> Record extracts:
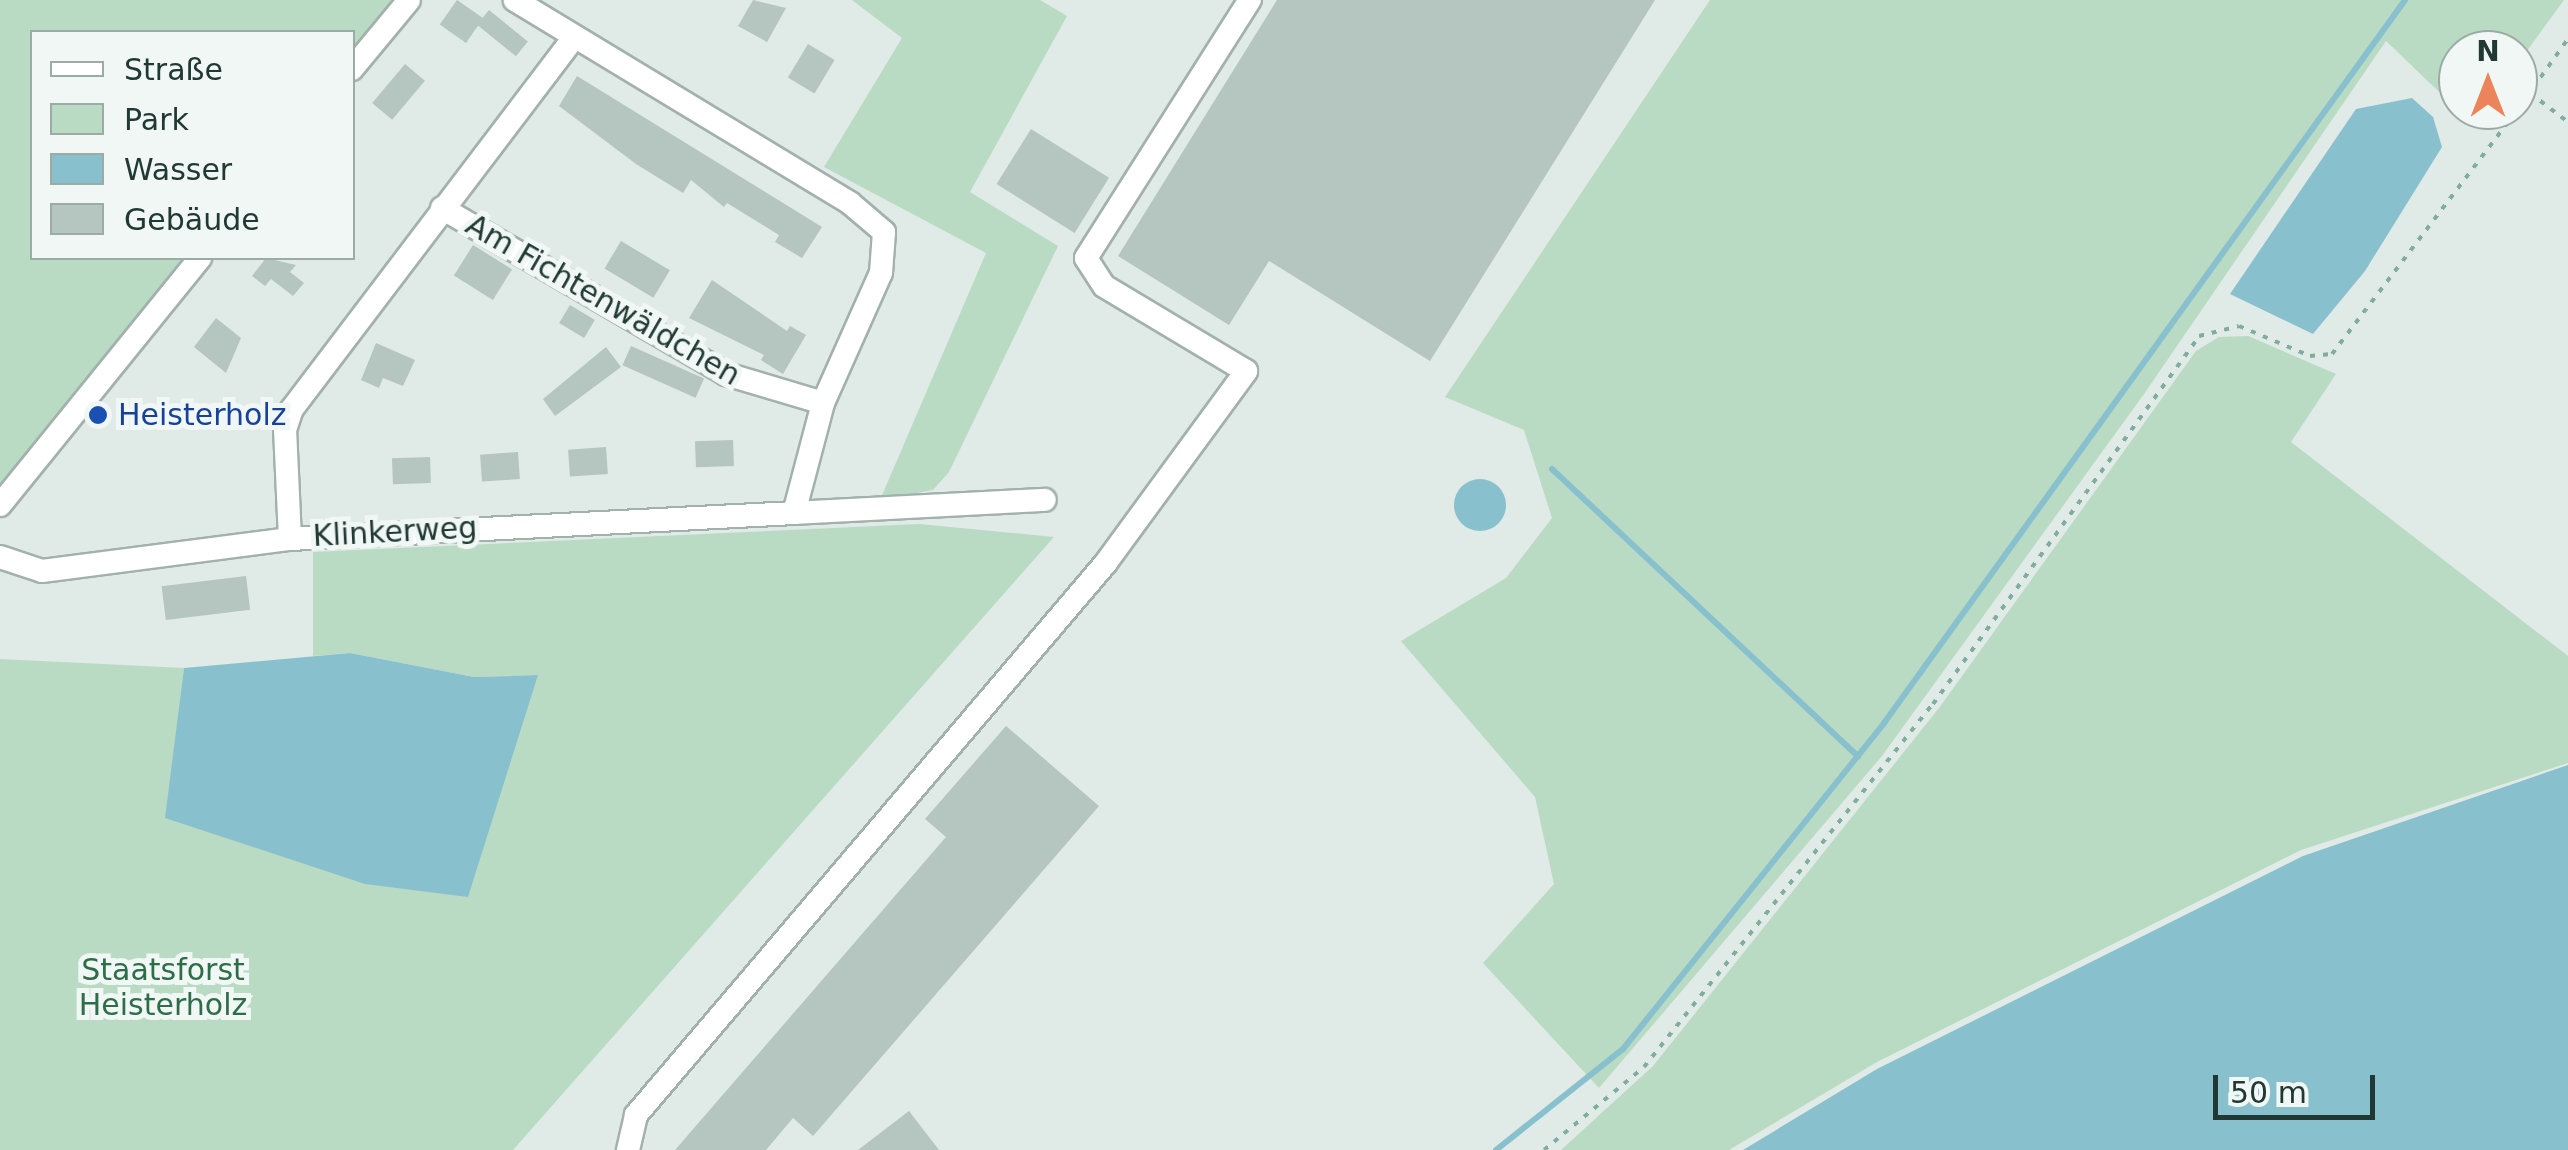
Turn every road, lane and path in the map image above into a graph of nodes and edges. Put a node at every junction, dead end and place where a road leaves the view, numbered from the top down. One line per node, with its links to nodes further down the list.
1 (409, 0): 6 (street)
2 (515, 0): 4 (street)
3 (1250, 0): 19 (street)
4 (574, 37): 11 (street, Am Fichtenwäldchen); 13 (street)
5 (2568, 39): 7 (path)
6 (355, 66)
7 (2538, 81)
8 (2538, 98): 9 (path)
9 (2568, 122)
10 (2502, 130): 20 (path)
11 (442, 208): 13 (street, Am Fichtenwäldchen); 17 (street, Am Fichtenwäldchen)
12 (198, 260): 15 (street)
13 (824, 403): 16 (street)
14 (1045, 500): 16 (street, Klinkerweg)
15 (0, 505)
16 (794, 513): 17 (street, Klinkerweg)
17 (290, 538): 18 (street, Klinkerweg)
18 (0, 557)
19 (628, 1150)
20 (1544, 1150)

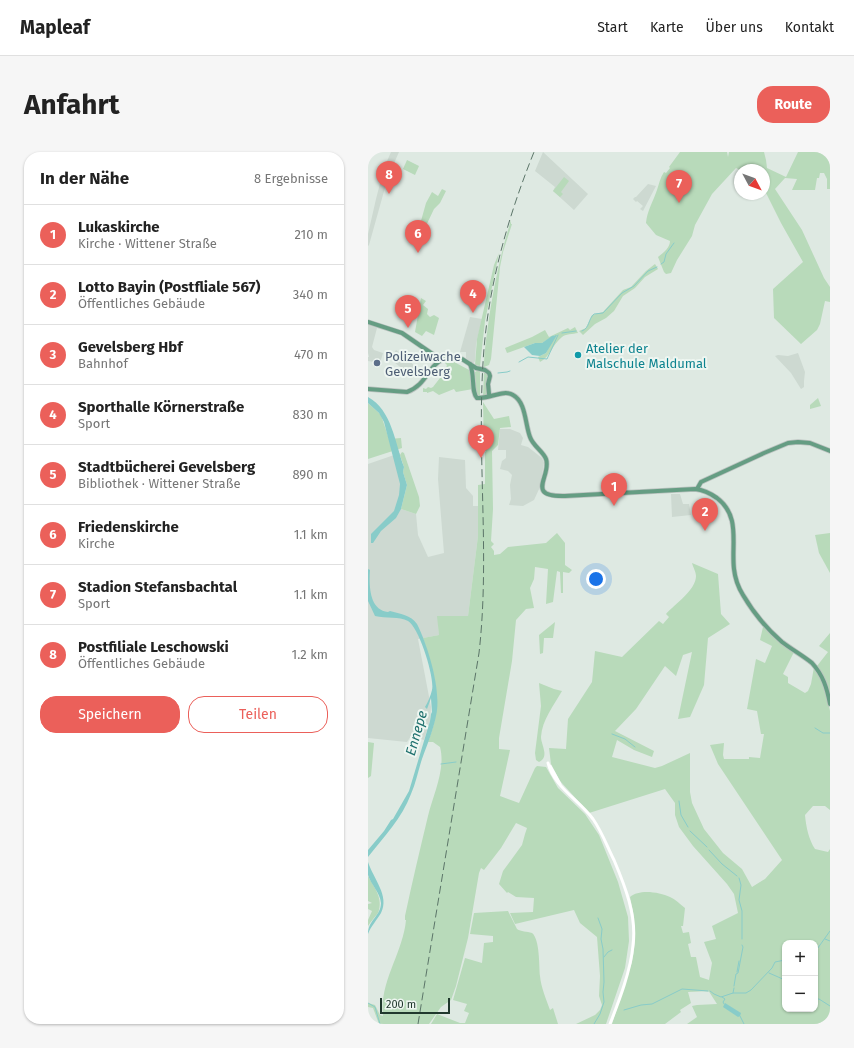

> Description of the task: Set down the material above exactly as written, but not the pictures.

> Exercise result:
Turn every road, lane and path in the map image above into a graph of nodes and edges. Put a node at every junction, dead end and place where a road leaves the view, numbered from the top down. One line per node, with its links to nodes further down the list.
1 (409, 0): 6 (street)
2 (515, 0): 4 (street)
3 (1250, 0): 19 (street)
4 (574, 37): 11 (street, Am Fichtenwäldchen); 13 (street)
5 (2568, 39): 7 (path)
6 (355, 66)
7 (2538, 81)
8 (2538, 98): 9 (path)
9 (2568, 122)
10 (2502, 130): 20 (path)
11 (442, 208): 13 (street, Am Fichtenwäldchen); 17 (street, Am Fichtenwäldchen)
12 (198, 260): 15 (street)
13 (824, 403): 16 (street)
14 (1045, 500): 16 (street, Klinkerweg)
15 (0, 505)
16 (794, 513): 17 (street, Klinkerweg)
17 (290, 538): 18 (street, Klinkerweg)
18 (0, 557)
19 (628, 1150)
20 (1544, 1150)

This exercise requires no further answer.